Yes, that's THE Elektra (by the way, I'm more inclined than Ed Seckerson to think that Goerke can do the subtleties, on the evidence of her Royal Opera performances). As for Salome on DVD, I don't quite know what to say: the Bondy with Malfitano and Terfel is strong, McVicar's staging is so powerful but Nadja Michael sings flat almost throughout; the old one with Stratas might be the best bet. Probably better still to stick to CD and my first allegiance, despite weird sound - Karajan with Behrens
Hello David,
Thank you for your wonderful blog about Salome. I was there - up in the gallery where I prommed it - and, after a vile week involved with Mother's care homes, found myself transported by the performance of Salome. I didn't get to sleep until 4.30 on Sunday morning. Marvellous stuff.
The orchestra was on incredible form. Bruce and I last heard them in Die Frau ohne Schatten in Berlin in 2009 which, as the phrase goes, blew us away.
I sympathise, Colin, with the Care Homes saga - the 'care' in this case being plural. I'm so far lucky with my obstinately independent ma (long may she remain so) but it's been a horror with J's. And visiting another's ma in a 'secure' home in Wiltshire made me even surer that I don't want to live to experience that: may I be sufficiently compos mentis to refuse it.

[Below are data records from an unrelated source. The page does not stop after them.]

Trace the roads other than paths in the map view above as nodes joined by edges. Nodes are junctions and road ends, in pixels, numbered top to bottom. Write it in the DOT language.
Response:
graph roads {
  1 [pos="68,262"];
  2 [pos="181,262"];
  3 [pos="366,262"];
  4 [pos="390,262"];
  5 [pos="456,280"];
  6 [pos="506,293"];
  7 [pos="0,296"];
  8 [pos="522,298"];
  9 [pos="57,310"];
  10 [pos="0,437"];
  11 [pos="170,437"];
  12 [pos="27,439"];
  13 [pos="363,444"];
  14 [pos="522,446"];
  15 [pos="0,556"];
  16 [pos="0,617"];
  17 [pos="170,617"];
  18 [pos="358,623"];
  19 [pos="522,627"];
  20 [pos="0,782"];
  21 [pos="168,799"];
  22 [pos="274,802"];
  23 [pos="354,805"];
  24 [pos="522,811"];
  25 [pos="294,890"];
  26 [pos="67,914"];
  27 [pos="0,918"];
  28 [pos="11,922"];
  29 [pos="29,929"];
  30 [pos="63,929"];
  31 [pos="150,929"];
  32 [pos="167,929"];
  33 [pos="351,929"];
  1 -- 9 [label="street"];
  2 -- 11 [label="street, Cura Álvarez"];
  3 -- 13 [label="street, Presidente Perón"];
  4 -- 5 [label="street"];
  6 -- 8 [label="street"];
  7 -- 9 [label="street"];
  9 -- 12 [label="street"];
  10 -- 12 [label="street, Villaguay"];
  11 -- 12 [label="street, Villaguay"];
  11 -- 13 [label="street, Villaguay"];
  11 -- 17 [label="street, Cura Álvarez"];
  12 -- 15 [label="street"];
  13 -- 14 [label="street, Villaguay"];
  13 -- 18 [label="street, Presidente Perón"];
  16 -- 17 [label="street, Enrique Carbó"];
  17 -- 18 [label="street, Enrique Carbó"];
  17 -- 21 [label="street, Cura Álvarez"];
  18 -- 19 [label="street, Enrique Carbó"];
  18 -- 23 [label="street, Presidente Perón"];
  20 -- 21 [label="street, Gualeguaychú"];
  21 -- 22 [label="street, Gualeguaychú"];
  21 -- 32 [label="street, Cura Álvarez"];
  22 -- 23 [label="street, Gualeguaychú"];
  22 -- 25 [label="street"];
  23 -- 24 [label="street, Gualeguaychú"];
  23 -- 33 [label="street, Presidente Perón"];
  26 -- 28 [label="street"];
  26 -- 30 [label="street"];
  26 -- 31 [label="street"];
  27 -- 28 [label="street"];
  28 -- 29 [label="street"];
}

And, yes, the Salome was on another planet. Don't know if you saw my reply to the commenter on TAD, but I, too, didn't get to sleep until the wee small hours (probably about the same time, having gone to bed at 2 after feverishly writing it up). Probably the Elektra wasn't so bad, but it dwindled into insignificance after such a night. I still think that in practice the planning of the two together wasn't wise. Feuersnot and Salome, absolutely.